EDGARDO COZARINSKY RECORRE LA CIUDAD DE LOS CINES QUE YA NO EXISTEN

El paraíso perdido de los cinéfilos

El escritor y cineasta conduce en esta crónica un recorrido por los restos de aquellas salas que alguna vez fueron una marca identitaria de Buenos Aires. Cozarinsky, que acaba de abordar el tema en su flamante libro Palacios plebeyos, reconstruye las claves de su transformación a manos de evangelistas, colchoneros y dueños de bingos.

 Por Julián Gorodischer

Edgardo Cozarinsky, escritor y cineasta, conduce esta tarde un paseo por los cadáveres exquisitos de cines que alguna vez reinaron. El viaje en combi por las avenidas de la ciudad no deberá ser interpretado como “la crónica de un jovato que da vueltas por los lugares en los que fue joven” –pedirá el guía– sino como un breve tratado de arqueología de la vida reciente. Impresiona la cantidad de víctimas que se llevaron consigo los bingos, templos evangélicos, negocios de chucherías y hasta una fábrica de colchones, sobre Santa Fe casi esquina Scalabrini Ortiz, que mantiene la marquesina, la amplia escalera y la pullman de lo que alguna vez fue un cine.

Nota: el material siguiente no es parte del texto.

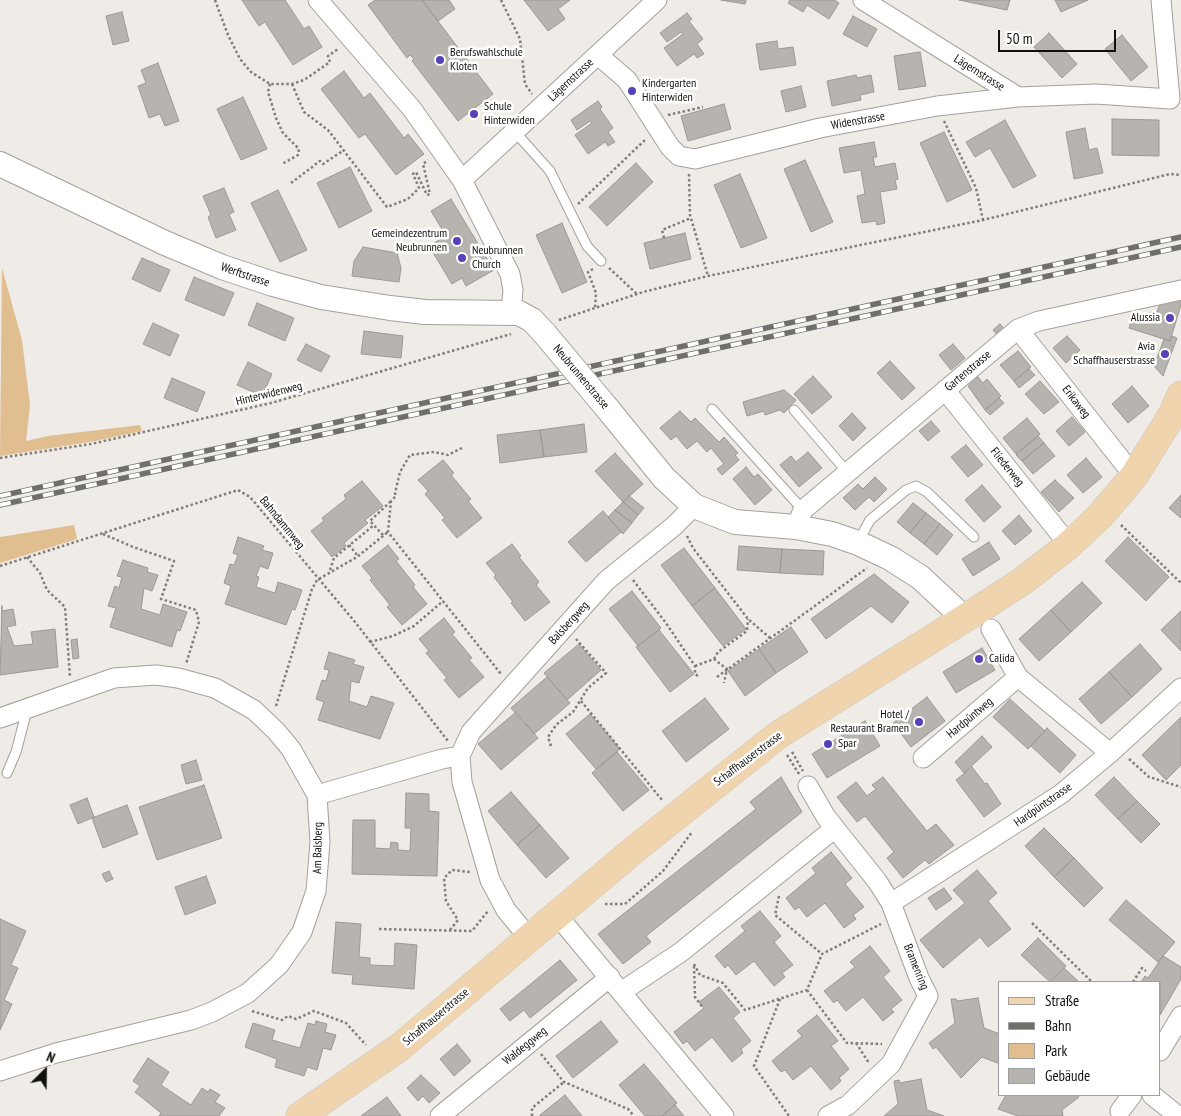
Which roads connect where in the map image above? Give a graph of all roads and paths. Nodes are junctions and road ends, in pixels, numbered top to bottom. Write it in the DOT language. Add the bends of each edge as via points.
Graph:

Entre los depredadores, la fábrica de colchones que extinguió al Gran Norte niega a su fósil irrumpiendo con sus futones y sofácamas con indiferente prepotencia. Pero más tarde, se sabrá que hay victimarios más crueles: el Ambassador Outlet de Lavalle provoca cínicamente desde la marquesina intacta dedicando el nombre de la elegante sala a la venta de encendedores revolver y pequeños budas dorados. Todo viene a cuento de la reciente edición de Palacios plebeyos (de Editorial Sudamericana), donde Cozarinsky agrupó sus recuerdos y saberes sobre cines del mundo, y que es la excusa perfecta para salir a pasear. Ahora que la combi toma por Las Heras, pasando por el supermercado frente a la Biblioteca Nacional, suena una señal de alerta: donde se apilan las verduras y los botellones quedaba el cine Roxy...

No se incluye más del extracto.